What you have to do - Each record that follows is to be reproduced character for character, pictures excepted.

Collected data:
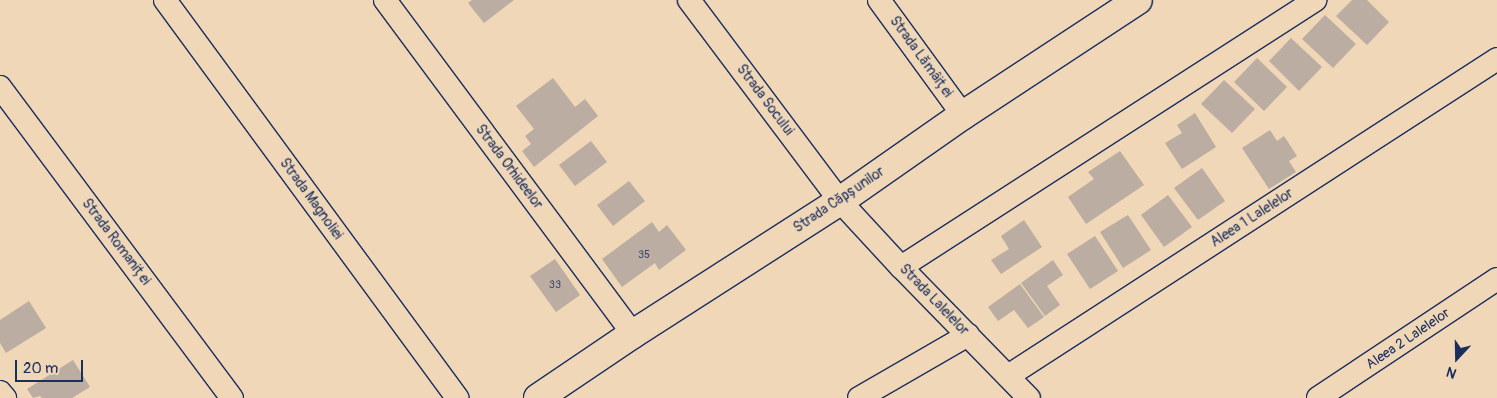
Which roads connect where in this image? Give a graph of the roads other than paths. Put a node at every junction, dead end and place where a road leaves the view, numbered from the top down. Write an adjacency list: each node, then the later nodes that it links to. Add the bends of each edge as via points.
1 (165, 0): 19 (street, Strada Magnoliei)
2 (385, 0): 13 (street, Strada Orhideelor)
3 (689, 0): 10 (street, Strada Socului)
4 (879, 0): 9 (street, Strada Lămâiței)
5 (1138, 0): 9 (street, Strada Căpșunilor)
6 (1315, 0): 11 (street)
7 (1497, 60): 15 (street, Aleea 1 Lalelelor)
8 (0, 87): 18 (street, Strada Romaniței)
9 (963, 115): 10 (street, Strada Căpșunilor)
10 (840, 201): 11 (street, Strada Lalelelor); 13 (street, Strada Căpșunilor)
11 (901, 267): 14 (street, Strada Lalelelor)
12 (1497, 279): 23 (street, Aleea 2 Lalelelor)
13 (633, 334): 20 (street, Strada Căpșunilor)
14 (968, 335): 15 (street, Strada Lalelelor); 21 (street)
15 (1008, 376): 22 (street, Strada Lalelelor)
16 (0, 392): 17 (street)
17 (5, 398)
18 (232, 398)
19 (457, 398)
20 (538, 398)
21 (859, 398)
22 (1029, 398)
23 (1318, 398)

Response -
Which roads connect where in this image? Give a graph of the roads other than paths. Put a node at every junction, dead end and place where a road leaves the view, numbered from the top down. Write an adjacency list: each node, then the later nodes that it links to. Add the bends of each edge as via points.
1 (165, 0): 19 (street, Strada Magnoliei)
2 (385, 0): 13 (street, Strada Orhideelor)
3 (689, 0): 10 (street, Strada Socului)
4 (879, 0): 9 (street, Strada Lămâiței)
5 (1138, 0): 9 (street, Strada Căpșunilor)
6 (1315, 0): 11 (street)
7 (1497, 60): 15 (street, Aleea 1 Lalelelor)
8 (0, 87): 18 (street, Strada Romaniței)
9 (963, 115): 10 (street, Strada Căpșunilor)
10 (840, 201): 11 (street, Strada Lalelelor); 13 (street, Strada Căpșunilor)
11 (901, 267): 14 (street, Strada Lalelelor)
12 (1497, 279): 23 (street, Aleea 2 Lalelelor)
13 (633, 334): 20 (street, Strada Căpșunilor)
14 (968, 335): 15 (street, Strada Lalelelor); 21 (street)
15 (1008, 376): 22 (street, Strada Lalelelor)
16 (0, 392): 17 (street)
17 (5, 398)
18 (232, 398)
19 (457, 398)
20 (538, 398)
21 (859, 398)
22 (1029, 398)
23 (1318, 398)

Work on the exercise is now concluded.